10 Dicembre 2012

Prezzi in salita Si spenderà di più

Prezzi in salita Si spenderà di più
 

Aumenta il prezzo dell’ abete da decorare. Resta stabile il costo della Stella di Natale in vaso. Le lenticchie costano più dello scorso anno, di contro il panettone di marca perde prezzo. Lo dice il Codacons, che come ogni anno stila un’ indagine di confronto sui prezzi. Si scopre così che quest’ anno costerà di più acquistare l’ albero di Natale vero, che è cresciuto del 4,7%, ma non la classica Stella di Natale, il cui prezzo è rimasto stabile rispetto allo scorso anno; si spenderà di più per torrone, che stando al Codacons è cresciuto del 2,7%, per le lenticchie che costano il 2,2% in più e per il vino che lievita del 3,5%. Si risparmierà sullo zampone che diminuisce dello 0,9% e sul panettone di marca che costerà lo 0,5%. La vera nota dolente però riguarda i giocattoli, per i quali anche quest’ anno i listini hanno subito sensibili aumenti. In calo i prezzi medi dei libri e dei cd, mentre appaiono in aumento quelli dei beni di lusso, come occhiali o borse griffate. Un’ indagine però che rischia di essere smentita dalle tante offerte speciali e ribassi che sono in corso nei supermercati.

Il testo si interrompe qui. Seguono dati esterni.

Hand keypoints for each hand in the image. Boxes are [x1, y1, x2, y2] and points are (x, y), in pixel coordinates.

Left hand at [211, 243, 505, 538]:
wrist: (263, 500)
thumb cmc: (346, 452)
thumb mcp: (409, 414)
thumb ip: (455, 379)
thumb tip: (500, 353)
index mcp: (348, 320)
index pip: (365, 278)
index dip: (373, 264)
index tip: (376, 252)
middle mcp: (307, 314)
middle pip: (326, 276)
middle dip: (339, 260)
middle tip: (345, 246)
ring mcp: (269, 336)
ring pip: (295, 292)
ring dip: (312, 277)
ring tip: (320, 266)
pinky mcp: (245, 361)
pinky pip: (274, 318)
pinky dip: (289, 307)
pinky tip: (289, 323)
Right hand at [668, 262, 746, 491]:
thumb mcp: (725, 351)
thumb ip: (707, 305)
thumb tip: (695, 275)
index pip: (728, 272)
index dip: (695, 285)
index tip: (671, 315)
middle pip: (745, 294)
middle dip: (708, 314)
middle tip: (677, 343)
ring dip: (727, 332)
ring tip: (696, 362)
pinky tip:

Il Codacons infatti parla di prezzi a livello generale, chiaramente poi ogni catena della grande distribuzione decide come comportarsi e cosa ribassare, e basta fare un giro nei vari supermercati della città, e non solo, per essere sommersi dalle tante offerte. Quanto alla spesa procapite relativa alle festività natalizie, comprensiva di regali, spese per la casa, alimentari e viaggi, il Condacons prevede un calo del 15% rispetto al 2011, raggiungendo quota 187 euro. «Gli italiani tirano la cinghia anche sulle spese di Natale e, considerata la situazione in cui versano le famiglie, appare inevitabile – afferma il presidente Codacons, Carlo Rienzi – Il 2012 ha fatto segnare un vero e proprio salasso per i cittadini, tra Imu, aumento delle tariffe, carburanti alle stelle, e le aspettative per il futuro, come dimostrato anche dall’ Istat, non sono certo rosee. In tale quadro, gli acquisti delle famiglie durante le festività natalizie saranno improntati alla prudenza e al risparmio, in vista di un 2013 che non fa sperare in una situazione migliore». Ed è proprio la seconda rata dell’ Imu in scadenza il 17 dicembre a svuotare i portafogli di tanti lecchesi. P. San.